ColumnNotFoundError: The following columns were not found: [‘AutoARIMA’]
or
ColumnNotFoundError: The following columns were not found: [‘Naive']

To clarify, the code is identical to the notebook, except that I added four additional reconcilers to the reconcilers list:

reconcilers = [
    # Used in the example notebook
    BottomUp(),
    TopDown(method="forecast_proportions"),
    MiddleOut(middle_level="Country/Purpose/State", top_down_method="forecast_proportions"),
    
    # Added for testing, raises the errors mentioned
    #TopDown(method=“average_proportions"),
    #TopDown(method=“proportion_averages"),
    #MiddleOut(middle_level=“Country/Purpose/State", top_down_method="average_proportions"),
    #MiddleOut(middle_level=“Country/Purpose/State", top_down_method="proportion_averages"),
]

In the notebook, the training dataset containing the columns unique_id, ds and y are passed as Y_df. This should be sufficient to compute historical proportions, yet these methods also requires Y_df to include the columns from Y_hat_df (e.g., AutoARIMA and Naive).
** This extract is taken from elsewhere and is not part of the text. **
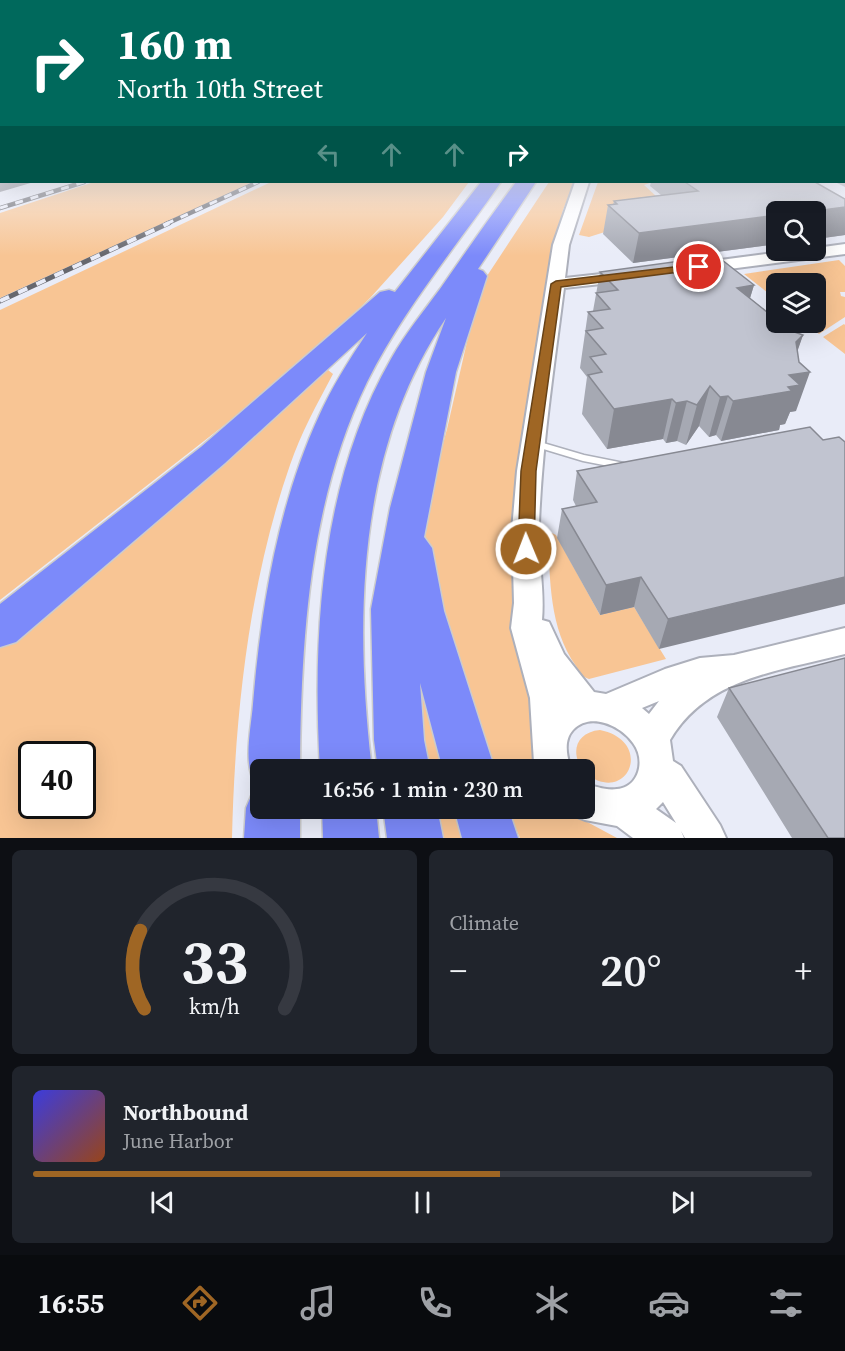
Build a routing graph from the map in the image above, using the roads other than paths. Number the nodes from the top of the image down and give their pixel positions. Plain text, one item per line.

Why do we need to include in-sample predictions to use these methods, even though they should not rely on them?
I found a similar previous issue.

I’d really appreciate any clarification.
Thanks in advance.

The text was updated successfully, but these errors were encountered:

macarw · 2025-02-16T23:34:23Z

I just encountered an even stranger related behavior:

Following the same steps as in the notebook, I tested the following configurations for the reconcilers list:

✅ Works:

reconcilers = [
   TopDown(method='forecast_proportions'),
  ]

✅ Works:

reconcilers = [
   MiddleOut(middle_level='Country/Purpose/State', top_down_method='forecast_proportions'),
   MiddleOut(middle_level='Country/Purpose/State', top_down_method='average_proportions'),
   MiddleOut(middle_level='Country/Purpose/State', top_down_method='proportion_averages'),
]

However, combining these four working reconcilers causes an error:

❌ Fails:

reconcilers = [
   TopDown(method='forecast_proportions'),
   MiddleOut(middle_level='Country/Purpose/State', top_down_method='forecast_proportions'),
   MiddleOut(middle_level='Country/Purpose/State', top_down_method='average_proportions'),
   MiddleOut(middle_level='Country/Purpose/State', top_down_method='proportion_averages'),
]

Error:
ColumnNotFoundError: The following columns were not found: ['AutoARIMA']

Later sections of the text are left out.